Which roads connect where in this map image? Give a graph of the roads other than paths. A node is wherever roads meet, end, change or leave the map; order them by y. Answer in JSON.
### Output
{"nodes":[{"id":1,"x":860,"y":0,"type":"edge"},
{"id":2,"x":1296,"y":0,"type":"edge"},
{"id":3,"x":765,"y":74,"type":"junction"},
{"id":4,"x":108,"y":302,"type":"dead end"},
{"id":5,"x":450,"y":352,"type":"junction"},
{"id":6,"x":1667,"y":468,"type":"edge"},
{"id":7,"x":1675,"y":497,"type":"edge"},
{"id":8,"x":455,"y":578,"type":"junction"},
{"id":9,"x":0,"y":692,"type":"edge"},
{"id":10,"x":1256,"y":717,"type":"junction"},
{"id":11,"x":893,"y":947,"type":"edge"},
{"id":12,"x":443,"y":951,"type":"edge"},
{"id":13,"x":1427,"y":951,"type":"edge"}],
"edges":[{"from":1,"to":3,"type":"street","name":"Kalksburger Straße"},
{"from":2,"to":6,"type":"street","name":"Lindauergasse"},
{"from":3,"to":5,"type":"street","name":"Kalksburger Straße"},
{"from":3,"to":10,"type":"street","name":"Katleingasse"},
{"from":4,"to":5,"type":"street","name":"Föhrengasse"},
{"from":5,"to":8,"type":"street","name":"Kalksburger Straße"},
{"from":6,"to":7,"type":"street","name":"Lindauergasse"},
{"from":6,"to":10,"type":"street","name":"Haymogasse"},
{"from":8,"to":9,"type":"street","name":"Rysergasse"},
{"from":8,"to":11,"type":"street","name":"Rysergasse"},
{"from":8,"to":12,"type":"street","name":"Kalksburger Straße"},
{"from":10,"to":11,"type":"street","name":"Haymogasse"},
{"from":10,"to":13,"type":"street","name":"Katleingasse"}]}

★ ★ ★

Instructions for the task —
All of the data needs to be reproduced exactly, with no line missing.

Reply —
Which roads connect where in this map image? Give a graph of the roads other than paths. A node is wherever roads meet, end, change or leave the map; order them by y. Answer in JSON.
### Output
{"nodes":[{"id":1,"x":860,"y":0,"type":"edge"},
{"id":2,"x":1296,"y":0,"type":"edge"},
{"id":3,"x":765,"y":74,"type":"junction"},
{"id":4,"x":108,"y":302,"type":"dead end"},
{"id":5,"x":450,"y":352,"type":"junction"},
{"id":6,"x":1667,"y":468,"type":"edge"},
{"id":7,"x":1675,"y":497,"type":"edge"},
{"id":8,"x":455,"y":578,"type":"junction"},
{"id":9,"x":0,"y":692,"type":"edge"},
{"id":10,"x":1256,"y":717,"type":"junction"},
{"id":11,"x":893,"y":947,"type":"edge"},
{"id":12,"x":443,"y":951,"type":"edge"},
{"id":13,"x":1427,"y":951,"type":"edge"}],
"edges":[{"from":1,"to":3,"type":"street","name":"Kalksburger Straße"},
{"from":2,"to":6,"type":"street","name":"Lindauergasse"},
{"from":3,"to":5,"type":"street","name":"Kalksburger Straße"},
{"from":3,"to":10,"type":"street","name":"Katleingasse"},
{"from":4,"to":5,"type":"street","name":"Föhrengasse"},
{"from":5,"to":8,"type":"street","name":"Kalksburger Straße"},
{"from":6,"to":7,"type":"street","name":"Lindauergasse"},
{"from":6,"to":10,"type":"street","name":"Haymogasse"},
{"from":8,"to":9,"type":"street","name":"Rysergasse"},
{"from":8,"to":11,"type":"street","name":"Rysergasse"},
{"from":8,"to":12,"type":"street","name":"Kalksburger Straße"},
{"from":10,"to":11,"type":"street","name":"Haymogasse"},
{"from":10,"to":13,"type":"street","name":"Katleingasse"}]}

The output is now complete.